Ondrej Prosicky / Shutterstock
Ondrej Prosicky / Shutterstock

The Endangered Landscapes Programme funds projects which provide inspiration for a fundamental shift in the way people perceive and engage with nature; which introduce a positive agenda for action; and which offer an exciting vision of hope for the future.

Through the inclusion of novel approaches or techniques; their strategy of engagement with local communities and other stakeholder groups; or their scale and aspiration, projects will harness natural processes to demonstrate cost-effective and replicable ways of bringing nature back to degraded landscapes.

Expressions of Interest have been invited and a final decision on which organisations will receive Project Implementation Grants from the Endangered Landscapes Programme will be made towards the end of 2018. We will provide full details of successful projects in due course.

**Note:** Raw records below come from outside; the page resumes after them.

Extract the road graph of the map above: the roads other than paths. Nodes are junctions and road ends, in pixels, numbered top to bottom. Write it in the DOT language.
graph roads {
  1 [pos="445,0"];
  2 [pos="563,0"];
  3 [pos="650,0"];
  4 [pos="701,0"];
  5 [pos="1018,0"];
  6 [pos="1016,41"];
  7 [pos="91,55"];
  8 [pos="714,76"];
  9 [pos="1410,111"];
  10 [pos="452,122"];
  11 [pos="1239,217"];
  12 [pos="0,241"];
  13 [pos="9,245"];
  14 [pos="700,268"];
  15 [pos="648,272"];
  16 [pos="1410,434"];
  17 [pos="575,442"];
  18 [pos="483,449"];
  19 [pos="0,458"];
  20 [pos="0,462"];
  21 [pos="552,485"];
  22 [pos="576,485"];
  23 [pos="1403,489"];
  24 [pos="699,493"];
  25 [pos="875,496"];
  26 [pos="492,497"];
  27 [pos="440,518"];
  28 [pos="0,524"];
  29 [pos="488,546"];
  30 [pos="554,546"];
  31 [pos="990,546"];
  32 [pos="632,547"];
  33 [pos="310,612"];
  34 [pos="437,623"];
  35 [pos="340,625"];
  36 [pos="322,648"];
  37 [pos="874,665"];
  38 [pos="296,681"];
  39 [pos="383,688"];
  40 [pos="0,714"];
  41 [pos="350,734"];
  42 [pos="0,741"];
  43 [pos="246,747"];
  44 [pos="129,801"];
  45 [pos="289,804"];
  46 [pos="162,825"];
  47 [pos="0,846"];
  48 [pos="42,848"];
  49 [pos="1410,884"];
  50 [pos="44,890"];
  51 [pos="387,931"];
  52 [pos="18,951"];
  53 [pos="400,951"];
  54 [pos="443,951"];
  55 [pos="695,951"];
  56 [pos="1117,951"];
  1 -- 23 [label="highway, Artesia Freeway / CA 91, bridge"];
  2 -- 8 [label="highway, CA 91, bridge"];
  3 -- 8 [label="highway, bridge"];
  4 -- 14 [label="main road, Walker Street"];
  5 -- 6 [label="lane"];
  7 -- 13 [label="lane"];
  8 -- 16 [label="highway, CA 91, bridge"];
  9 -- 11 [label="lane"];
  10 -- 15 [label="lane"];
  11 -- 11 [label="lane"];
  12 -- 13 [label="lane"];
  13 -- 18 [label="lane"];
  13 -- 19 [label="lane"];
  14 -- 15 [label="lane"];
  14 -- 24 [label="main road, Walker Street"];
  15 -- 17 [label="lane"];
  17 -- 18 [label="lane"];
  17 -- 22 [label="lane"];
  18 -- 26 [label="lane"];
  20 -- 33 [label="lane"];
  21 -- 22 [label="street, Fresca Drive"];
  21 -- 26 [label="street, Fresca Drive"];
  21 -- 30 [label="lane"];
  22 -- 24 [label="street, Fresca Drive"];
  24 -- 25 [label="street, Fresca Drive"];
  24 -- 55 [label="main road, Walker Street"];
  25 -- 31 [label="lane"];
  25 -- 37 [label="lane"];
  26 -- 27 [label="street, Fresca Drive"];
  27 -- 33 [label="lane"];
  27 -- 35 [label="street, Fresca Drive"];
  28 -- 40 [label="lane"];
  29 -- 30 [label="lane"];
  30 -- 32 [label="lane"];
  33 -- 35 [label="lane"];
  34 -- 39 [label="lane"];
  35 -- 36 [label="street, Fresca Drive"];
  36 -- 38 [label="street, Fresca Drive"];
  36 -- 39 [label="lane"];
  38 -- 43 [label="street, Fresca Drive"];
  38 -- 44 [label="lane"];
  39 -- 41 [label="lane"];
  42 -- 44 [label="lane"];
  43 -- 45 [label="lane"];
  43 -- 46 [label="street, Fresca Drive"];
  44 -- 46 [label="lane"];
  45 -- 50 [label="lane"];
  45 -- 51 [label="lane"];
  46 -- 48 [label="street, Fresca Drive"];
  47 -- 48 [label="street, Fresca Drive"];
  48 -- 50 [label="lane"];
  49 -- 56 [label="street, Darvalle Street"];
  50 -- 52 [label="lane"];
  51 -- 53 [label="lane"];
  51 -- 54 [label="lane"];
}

Projects funded by the Endangered Landscapes Programme have the following characteristics:

Projects address biodiversity conservation priorities

The Endangered Landscapes Programme aims to help achieve a reversal in Europe’s diminishing populations of many species caused by fragmentation of habitats and declining area of natural ecosystems. Projects are focused on addressing biodiversity conservation priorities.

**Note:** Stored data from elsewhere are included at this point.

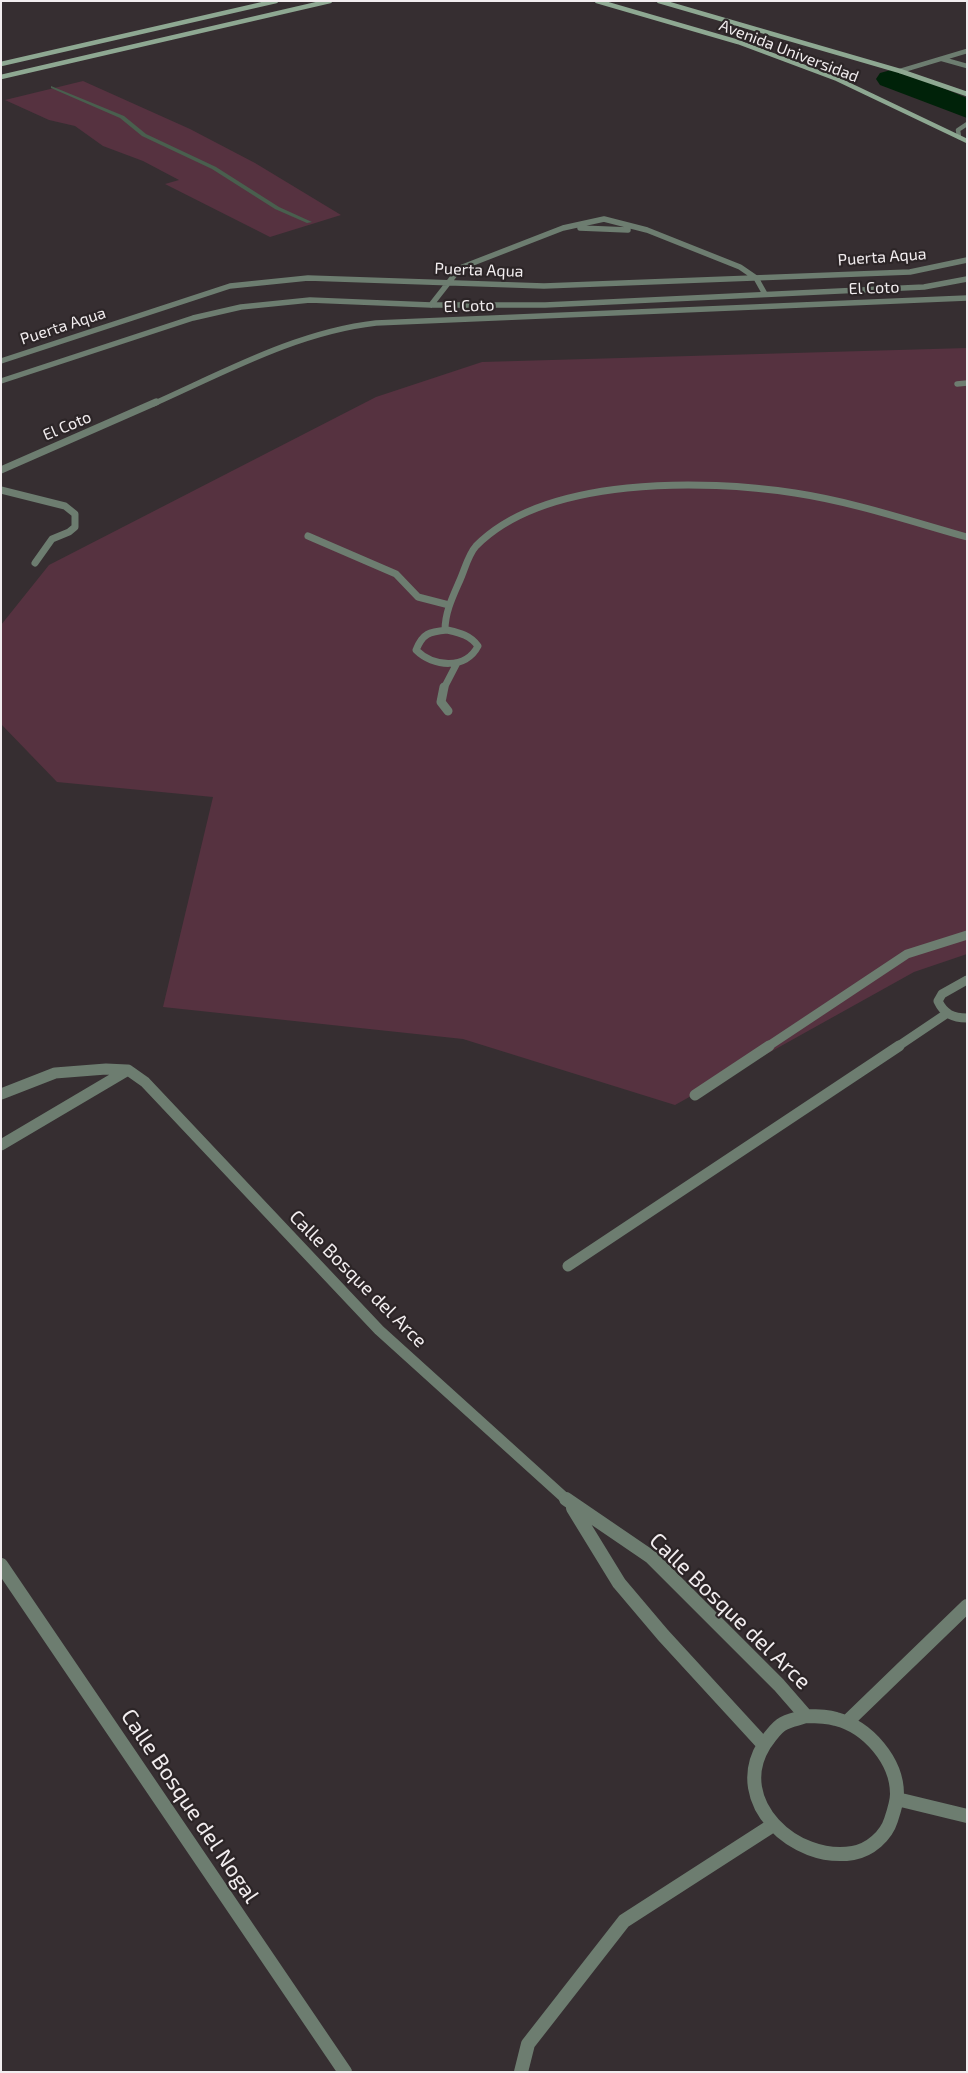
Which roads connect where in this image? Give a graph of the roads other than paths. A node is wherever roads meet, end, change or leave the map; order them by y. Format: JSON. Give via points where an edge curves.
{"nodes":[{"id":1,"x":276,"y":1,"type":"edge"},
{"id":2,"x":330,"y":1,"type":"edge"},
{"id":3,"x":597,"y":1,"type":"edge"},
{"id":4,"x":659,"y":1,"type":"edge"},
{"id":5,"x":967,"y":51,"type":"edge"},
{"id":6,"x":942,"y":58,"type":"junction"},
{"id":7,"x":1,"y":64,"type":"edge"},
{"id":8,"x":967,"y":66,"type":"edge"},
{"id":9,"x":900,"y":71,"type":"junction"},
{"id":10,"x":1,"y":77,"type":"edge"},
{"id":11,"x":967,"y":94,"type":"edge"},
{"id":12,"x":967,"y":124,"type":"edge"},
{"id":13,"x":959,"y":137,"type":"junction"},
{"id":14,"x":967,"y":141,"type":"edge"},
{"id":15,"x":563,"y":228,"type":"junction"},
{"id":16,"x":647,"y":230,"type":"junction"},
{"id":17,"x":967,"y":260,"type":"edge"},
{"id":18,"x":756,"y":278,"type":"junction"},
{"id":19,"x":967,"y":279,"type":"edge"},
{"id":20,"x":447,"y":284,"type":"junction"},
{"id":21,"x":765,"y":294,"type":"junction"},
{"id":22,"x":967,"y":298,"type":"edge"},
{"id":23,"x":431,"y":305,"type":"junction"},
{"id":24,"x":1,"y":361,"type":"edge"},
{"id":25,"x":1,"y":381,"type":"edge"},
{"id":26,"x":967,"y":382,"type":"edge"},
{"id":27,"x":957,"y":384,"type":"dead end"},
{"id":28,"x":1,"y":470,"type":"edge"},
{"id":29,"x":1,"y":490,"type":"edge"},
{"id":30,"x":308,"y":536,"type":"dead end"},
{"id":31,"x":967,"y":537,"type":"edge"},
{"id":32,"x":34,"y":563,"type":"dead end"},
{"id":33,"x":449,"y":605,"type":"junction"},
{"id":34,"x":446,"y":630,"type":"junction"},
{"id":35,"x":457,"y":663,"type":"junction"},
{"id":36,"x":448,"y":711,"type":"dead end"},
{"id":37,"x":967,"y":935,"type":"edge"},
{"id":38,"x":967,"y":980,"type":"edge"},
{"id":39,"x":946,"y":1014,"type":"junction"},
{"id":40,"x":967,"y":1018,"type":"edge"},
{"id":41,"x":128,"y":1070,"type":"junction"},
{"id":42,"x":1,"y":1094,"type":"edge"},
{"id":43,"x":695,"y":1096,"type":"dead end"},
{"id":44,"x":1,"y":1146,"type":"edge"},
{"id":45,"x":568,"y":1266,"type":"dead end"},
{"id":46,"x":572,"y":1505,"type":"junction"},
{"id":47,"x":1,"y":1565,"type":"edge"},
{"id":48,"x":967,"y":1606,"type":"edge"},
{"id":49,"x":806,"y":1716,"type":"junction"},
{"id":50,"x":847,"y":1722,"type":"junction"},
{"id":51,"x":763,"y":1744,"type":"junction"},
{"id":52,"x":897,"y":1799,"type":"junction"},
{"id":53,"x":967,"y":1816,"type":"edge"},
{"id":54,"x":773,"y":1824,"type":"junction"},
{"id":55,"x":344,"y":2072,"type":"edge"},
{"id":56,"x":521,"y":2072,"type":"edge"}],
"edges":[{"from":1,"to":7,"type":"main road"},
{"from":2,"to":10,"type":"main road"},
{"from":3,"to":13,"type":"main road","name":"Avenida Universidad","via":[[738,42],[837,79]]},
{"from":4,"to":9,"type":"main road","name":"Avenida Universidad"},
{"from":5,"to":6,"type":"street"},
{"from":6,"to":8,"type":"street"},
{"from":6,"to":9,"type":"street"},
{"from":9,"to":11,"type":"main road","name":"Avenida Universidad"},
{"from":12,"to":13,"type":"street","via":[[958,130]]},
{"from":13,"to":14,"type":"main road","name":"Avenida Universidad"},
{"from":15,"to":16,"type":"street"},
{"from":15,"to":16,"type":"street","via":[[604,219]]},
{"from":15,"to":20,"type":"street","via":[[460,268]]},
{"from":16,"to":18,"type":"street","via":[[740,267]]},
{"from":17,"to":18,"type":"street","name":"Puerta Aqua","via":[[910,272]]},
{"from":18,"to":20,"type":"street","name":"Puerta Aqua","via":[[544,286]]},
{"from":18,"to":21,"type":"street"},
{"from":19,"to":21,"type":"street","name":"Puerta Aqua","via":[[924,287]]},
{"from":20,"to":23,"type":"street"},
{"from":20,"to":24,"type":"street","name":"Puerta Aqua","via":[[308,278],[230,286]]},
{"from":21,"to":23,"type":"street","name":"Puerta Aqua","via":[[545,305]]},
{"from":22,"to":28,"type":"street","name":"El Coto","via":[[350,326],[303,338]]},
{"from":23,"to":25,"type":"street","name":"Puerta Aqua","via":[[310,300],[241,306],[193,318]]},
{"from":26,"to":27,"type":"street"},
{"from":29,"to":32,"type":"street","via":[[65,506],[76,515],[75,527],[52,539]]},
{"from":30,"to":33,"type":"street","via":[[396,574],[418,597]]},
{"from":31,"to":33,"type":"street","via":[[831,500],[773,490],[664,485],[606,490],[536,508],[499,526],[474,548]]},
{"from":33,"to":34,"type":"street","via":[[445,616]]},
{"from":34,"to":35,"type":"street","via":[[476,640],[476,654]]},
{"from":34,"to":35,"type":"street","via":[[423,636],[416,650],[431,661]]},
{"from":35,"to":36,"type":"street","via":[[444,685],[441,702]]},
{"from":37,"to":43,"type":"street","via":[[906,954]]},
{"from":38,"to":39,"type":"street","via":[[942,994],[938,1001]]},
{"from":39,"to":40,"type":"street"},
{"from":39,"to":45,"type":"street"},
{"from":41,"to":42,"type":"street","via":[[55,1073]]},
{"from":41,"to":44,"type":"street"},
{"from":41,"to":46,"type":"street","name":"Calle Bosque del Arce","via":[[145,1082],[379,1330]]},
{"from":46,"to":49,"type":"street","name":"Calle Bosque del Arce","via":[[651,1557]]},
{"from":46,"to":51,"type":"street","name":"Calle Bosque del Arce","via":[[618,1583]]},
{"from":47,"to":55,"type":"street","name":"Calle Bosque del Nogal"},
{"from":48,"to":50,"type":"street"},
{"from":49,"to":50,"type":"street","via":[[826,1716]]},
{"from":49,"to":51,"type":"street","via":[[781,1725]]},
{"from":50,"to":52,"type":"street","via":[[868,1736],[884,1754],[894,1776]]},
{"from":51,"to":54,"type":"street","via":[[756,1759],[756,1793]]},
{"from":52,"to":53,"type":"street"},
{"from":52,"to":54,"type":"street","via":[[888,1829],[865,1850],[834,1856],[800,1847]]},
{"from":54,"to":56,"type":"street","via":[[624,1921],[528,2044]]}]}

Projects establish large scale, dynamic systems of continuous or ecologically-connected habitat

Larger sites contain more species than small sites; have proportionately less edge; and have greater topographic, geological and hydrological diversity – facilitating species’ adaptation to climate change. It is easier to restore natural geological, ecological and hydrological processes in larger sites, and larger sites also need less management per unit area.

Projects give natural processes increased freedom to create natural patterns and distributions of species

Projects move landscapes along a continuum of naturalness in the direction of less human modification – giving space back to nature so that ecological processes recover and making places more natural, richer in biodiversity and more dynamic, for the benefit of nature and people.

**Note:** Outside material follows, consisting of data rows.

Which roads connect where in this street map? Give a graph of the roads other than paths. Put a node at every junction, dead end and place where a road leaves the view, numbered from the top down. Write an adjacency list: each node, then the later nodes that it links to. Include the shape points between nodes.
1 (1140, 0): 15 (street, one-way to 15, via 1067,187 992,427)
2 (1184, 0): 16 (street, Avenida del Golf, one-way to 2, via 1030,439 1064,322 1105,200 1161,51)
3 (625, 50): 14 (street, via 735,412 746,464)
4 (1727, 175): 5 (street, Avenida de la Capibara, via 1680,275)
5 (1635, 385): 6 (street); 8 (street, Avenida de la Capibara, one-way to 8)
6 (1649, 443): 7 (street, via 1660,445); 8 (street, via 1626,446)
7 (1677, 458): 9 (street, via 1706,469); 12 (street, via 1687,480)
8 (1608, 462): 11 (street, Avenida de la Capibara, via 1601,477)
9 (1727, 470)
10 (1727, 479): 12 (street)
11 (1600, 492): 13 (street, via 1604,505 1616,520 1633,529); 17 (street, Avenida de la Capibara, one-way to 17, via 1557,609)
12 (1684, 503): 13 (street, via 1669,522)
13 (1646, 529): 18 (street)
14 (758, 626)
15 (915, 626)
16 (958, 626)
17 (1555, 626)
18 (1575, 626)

Projects help overcome one or more barriers to recovery, allowing ecological processes to reach a ‘tipping point’ beyond which they cascade and are more self-sustaining

Restoring ecosystems at large-scale may be prevented by one or more obstacles, be they ecological, financial or institutional (governance) related. Projects help remove these obstacles, creating conditions for ecological processes to then work with more freedom to shape the future landscape.

Projects provide benefits to society, through restored ecosystem functions and ecosystem services

Ecosystems restored to health have potential to deliver social and economic benefits through ecological processes and ecosystem goods and services. Where these benefits are present, equitably distributed within a clear rights framework, and clearly communicated to stakeholders, they can increase value for money and help win public support.

Projects engage and empower local communities

Large scale landscape change needs the support, understanding and empowerment of the people who live and work in or near the areas affected. Local communities may have deep cultural ties associated with existing patterns of land management, and their livelihoods may be affected by any change.

Projects have prospects for wider replication

Projects have particular value in situations where what is learned can be widely replicated (i.e. the threat or cause of degradation is pervasive, affecting places beyond the landscape targeted by the project).

Projects provide opportunities to learn

Impacts are maximised by making sure that projects are monitored effectively, designed in ways which optimise learning, and where new knowledge is made available and accessible so that experiences and successful innovations can be widely replicated.